»»
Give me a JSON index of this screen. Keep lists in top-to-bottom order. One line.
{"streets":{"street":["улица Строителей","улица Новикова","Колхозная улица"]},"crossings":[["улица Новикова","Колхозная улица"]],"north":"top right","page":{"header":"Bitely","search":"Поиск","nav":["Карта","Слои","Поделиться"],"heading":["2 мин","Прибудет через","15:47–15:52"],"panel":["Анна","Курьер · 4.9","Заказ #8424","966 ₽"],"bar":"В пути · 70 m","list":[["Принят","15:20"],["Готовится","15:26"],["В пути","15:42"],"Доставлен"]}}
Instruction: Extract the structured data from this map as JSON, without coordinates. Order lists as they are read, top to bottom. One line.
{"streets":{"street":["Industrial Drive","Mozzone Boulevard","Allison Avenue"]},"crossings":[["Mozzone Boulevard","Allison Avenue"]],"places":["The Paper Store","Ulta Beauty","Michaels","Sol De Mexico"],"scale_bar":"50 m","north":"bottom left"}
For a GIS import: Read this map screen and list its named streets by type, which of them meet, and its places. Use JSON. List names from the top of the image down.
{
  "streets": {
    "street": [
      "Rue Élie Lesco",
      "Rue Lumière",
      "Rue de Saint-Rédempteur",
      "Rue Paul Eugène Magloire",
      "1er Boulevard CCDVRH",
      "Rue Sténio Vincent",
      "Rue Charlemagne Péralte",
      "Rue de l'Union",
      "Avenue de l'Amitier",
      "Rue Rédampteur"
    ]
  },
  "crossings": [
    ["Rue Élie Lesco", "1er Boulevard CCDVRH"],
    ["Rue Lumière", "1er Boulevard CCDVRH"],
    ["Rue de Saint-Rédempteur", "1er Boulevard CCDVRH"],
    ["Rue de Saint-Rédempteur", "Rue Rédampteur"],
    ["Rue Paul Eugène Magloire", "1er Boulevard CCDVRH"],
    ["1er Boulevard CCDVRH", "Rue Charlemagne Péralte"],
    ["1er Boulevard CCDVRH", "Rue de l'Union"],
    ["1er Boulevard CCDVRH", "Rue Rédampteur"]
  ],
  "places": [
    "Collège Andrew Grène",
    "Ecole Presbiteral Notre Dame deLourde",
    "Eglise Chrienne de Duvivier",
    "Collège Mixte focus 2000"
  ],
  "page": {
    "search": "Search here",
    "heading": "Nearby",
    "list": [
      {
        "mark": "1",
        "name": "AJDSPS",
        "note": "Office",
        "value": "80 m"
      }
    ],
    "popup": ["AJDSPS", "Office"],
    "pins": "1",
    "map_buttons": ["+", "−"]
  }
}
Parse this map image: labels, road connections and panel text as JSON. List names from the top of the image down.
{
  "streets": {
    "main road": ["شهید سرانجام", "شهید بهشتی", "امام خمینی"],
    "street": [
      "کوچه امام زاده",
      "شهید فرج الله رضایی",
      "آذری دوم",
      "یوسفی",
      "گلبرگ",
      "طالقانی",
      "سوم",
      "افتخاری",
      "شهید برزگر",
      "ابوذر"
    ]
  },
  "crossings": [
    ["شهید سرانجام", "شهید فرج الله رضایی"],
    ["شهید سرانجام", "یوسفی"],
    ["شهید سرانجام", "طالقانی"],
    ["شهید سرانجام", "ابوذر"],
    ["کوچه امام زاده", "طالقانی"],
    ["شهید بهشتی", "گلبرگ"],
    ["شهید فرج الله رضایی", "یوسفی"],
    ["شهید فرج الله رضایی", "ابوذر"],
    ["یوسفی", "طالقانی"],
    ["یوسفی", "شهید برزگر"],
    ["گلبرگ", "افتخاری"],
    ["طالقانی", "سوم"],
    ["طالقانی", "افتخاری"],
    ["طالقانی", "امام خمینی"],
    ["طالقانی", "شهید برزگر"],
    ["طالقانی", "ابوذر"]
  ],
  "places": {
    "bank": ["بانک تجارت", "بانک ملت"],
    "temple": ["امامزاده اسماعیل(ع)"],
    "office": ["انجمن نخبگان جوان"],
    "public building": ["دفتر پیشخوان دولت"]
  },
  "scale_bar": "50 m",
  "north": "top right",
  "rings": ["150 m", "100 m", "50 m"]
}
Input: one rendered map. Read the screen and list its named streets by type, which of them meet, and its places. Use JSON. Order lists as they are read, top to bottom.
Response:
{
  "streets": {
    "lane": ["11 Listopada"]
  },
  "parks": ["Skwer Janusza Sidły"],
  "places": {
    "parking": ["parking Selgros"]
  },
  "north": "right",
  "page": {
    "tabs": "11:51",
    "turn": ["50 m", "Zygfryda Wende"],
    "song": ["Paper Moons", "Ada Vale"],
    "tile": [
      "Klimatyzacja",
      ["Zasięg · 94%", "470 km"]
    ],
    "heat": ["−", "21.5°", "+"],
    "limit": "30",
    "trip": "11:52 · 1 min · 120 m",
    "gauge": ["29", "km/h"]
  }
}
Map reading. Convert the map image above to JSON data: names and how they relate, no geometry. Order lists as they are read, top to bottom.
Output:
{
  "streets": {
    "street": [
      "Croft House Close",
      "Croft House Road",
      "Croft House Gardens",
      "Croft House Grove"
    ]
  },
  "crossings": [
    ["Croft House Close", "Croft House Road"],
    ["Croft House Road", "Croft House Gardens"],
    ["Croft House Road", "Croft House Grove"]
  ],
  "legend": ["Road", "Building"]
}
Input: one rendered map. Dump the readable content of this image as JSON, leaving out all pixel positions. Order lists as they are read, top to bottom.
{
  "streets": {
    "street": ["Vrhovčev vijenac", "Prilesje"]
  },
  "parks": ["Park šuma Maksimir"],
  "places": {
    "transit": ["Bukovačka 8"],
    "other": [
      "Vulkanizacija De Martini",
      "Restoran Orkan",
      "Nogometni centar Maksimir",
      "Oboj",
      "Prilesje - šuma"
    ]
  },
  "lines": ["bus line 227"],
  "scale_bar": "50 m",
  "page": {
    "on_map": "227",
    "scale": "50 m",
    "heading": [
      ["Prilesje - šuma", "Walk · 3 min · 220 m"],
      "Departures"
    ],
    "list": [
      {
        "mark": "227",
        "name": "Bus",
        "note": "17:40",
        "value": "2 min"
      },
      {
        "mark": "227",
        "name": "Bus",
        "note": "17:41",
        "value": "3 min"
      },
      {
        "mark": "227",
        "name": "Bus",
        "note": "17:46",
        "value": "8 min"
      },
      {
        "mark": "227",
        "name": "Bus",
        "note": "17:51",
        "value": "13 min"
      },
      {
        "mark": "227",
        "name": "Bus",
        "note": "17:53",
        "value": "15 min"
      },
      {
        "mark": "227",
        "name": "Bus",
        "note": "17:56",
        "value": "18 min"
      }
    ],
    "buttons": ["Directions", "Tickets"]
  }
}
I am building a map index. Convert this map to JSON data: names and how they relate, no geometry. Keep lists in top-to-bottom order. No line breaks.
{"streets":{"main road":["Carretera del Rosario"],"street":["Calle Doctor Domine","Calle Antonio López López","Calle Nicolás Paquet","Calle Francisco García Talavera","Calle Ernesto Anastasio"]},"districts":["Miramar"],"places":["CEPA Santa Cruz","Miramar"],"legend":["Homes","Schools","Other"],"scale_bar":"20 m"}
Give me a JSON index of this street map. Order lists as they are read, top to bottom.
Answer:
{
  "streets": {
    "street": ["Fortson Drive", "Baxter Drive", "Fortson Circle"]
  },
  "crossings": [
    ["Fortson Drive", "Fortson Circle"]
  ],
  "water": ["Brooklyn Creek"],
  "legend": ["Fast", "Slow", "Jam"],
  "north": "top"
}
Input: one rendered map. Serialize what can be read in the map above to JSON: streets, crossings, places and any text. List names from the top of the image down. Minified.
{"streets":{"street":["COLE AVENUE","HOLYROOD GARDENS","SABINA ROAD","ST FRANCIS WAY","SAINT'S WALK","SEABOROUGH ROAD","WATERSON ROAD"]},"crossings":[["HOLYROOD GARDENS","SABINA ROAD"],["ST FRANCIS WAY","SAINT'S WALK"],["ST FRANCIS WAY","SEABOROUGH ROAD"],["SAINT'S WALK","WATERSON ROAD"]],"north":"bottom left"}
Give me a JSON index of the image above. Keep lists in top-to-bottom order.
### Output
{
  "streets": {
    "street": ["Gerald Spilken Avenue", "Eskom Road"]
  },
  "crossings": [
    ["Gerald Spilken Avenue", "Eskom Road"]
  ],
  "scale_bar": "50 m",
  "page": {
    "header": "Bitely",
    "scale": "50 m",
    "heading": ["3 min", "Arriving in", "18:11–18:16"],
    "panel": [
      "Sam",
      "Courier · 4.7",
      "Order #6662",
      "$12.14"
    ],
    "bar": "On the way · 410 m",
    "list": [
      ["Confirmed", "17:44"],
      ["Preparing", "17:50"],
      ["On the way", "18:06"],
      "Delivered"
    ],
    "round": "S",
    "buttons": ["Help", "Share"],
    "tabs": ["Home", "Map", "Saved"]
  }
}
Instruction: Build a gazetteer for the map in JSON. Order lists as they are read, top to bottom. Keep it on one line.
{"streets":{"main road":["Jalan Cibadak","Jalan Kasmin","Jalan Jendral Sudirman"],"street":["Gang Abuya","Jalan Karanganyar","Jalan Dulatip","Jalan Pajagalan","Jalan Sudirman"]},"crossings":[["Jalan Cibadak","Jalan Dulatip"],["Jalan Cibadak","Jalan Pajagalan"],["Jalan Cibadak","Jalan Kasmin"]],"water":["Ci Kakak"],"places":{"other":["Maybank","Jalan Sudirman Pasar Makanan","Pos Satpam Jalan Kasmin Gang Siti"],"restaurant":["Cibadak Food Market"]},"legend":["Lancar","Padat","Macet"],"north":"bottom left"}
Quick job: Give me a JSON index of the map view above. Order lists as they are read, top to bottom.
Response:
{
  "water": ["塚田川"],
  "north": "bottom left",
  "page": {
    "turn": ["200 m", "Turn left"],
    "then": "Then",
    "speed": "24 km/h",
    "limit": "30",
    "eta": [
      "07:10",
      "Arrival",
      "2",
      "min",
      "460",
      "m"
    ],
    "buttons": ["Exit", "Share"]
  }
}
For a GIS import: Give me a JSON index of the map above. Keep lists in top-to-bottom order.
««
#### [PROBLEM DESCRIPTION]
Return only this span, exactly: the line that contains "Quick job: Give" and all lines after it to the end of the records.

#### [RESPONSE AREA]
Quick job: Give me a JSON index of the map view above. Order lists as they are read, top to bottom.
Response:
{
  "water": ["塚田川"],
  "north": "bottom left",
  "page": {
    "turn": ["200 m", "Turn left"],
    "then": "Then",
    "speed": "24 km/h",
    "limit": "30",
    "eta": [
      "07:10",
      "Arrival",
      "2",
      "min",
      "460",
      "m"
    ],
    "buttons": ["Exit", "Share"]
  }
}
For a GIS import: Give me a JSON index of the map above. Keep lists in top-to-bottom order.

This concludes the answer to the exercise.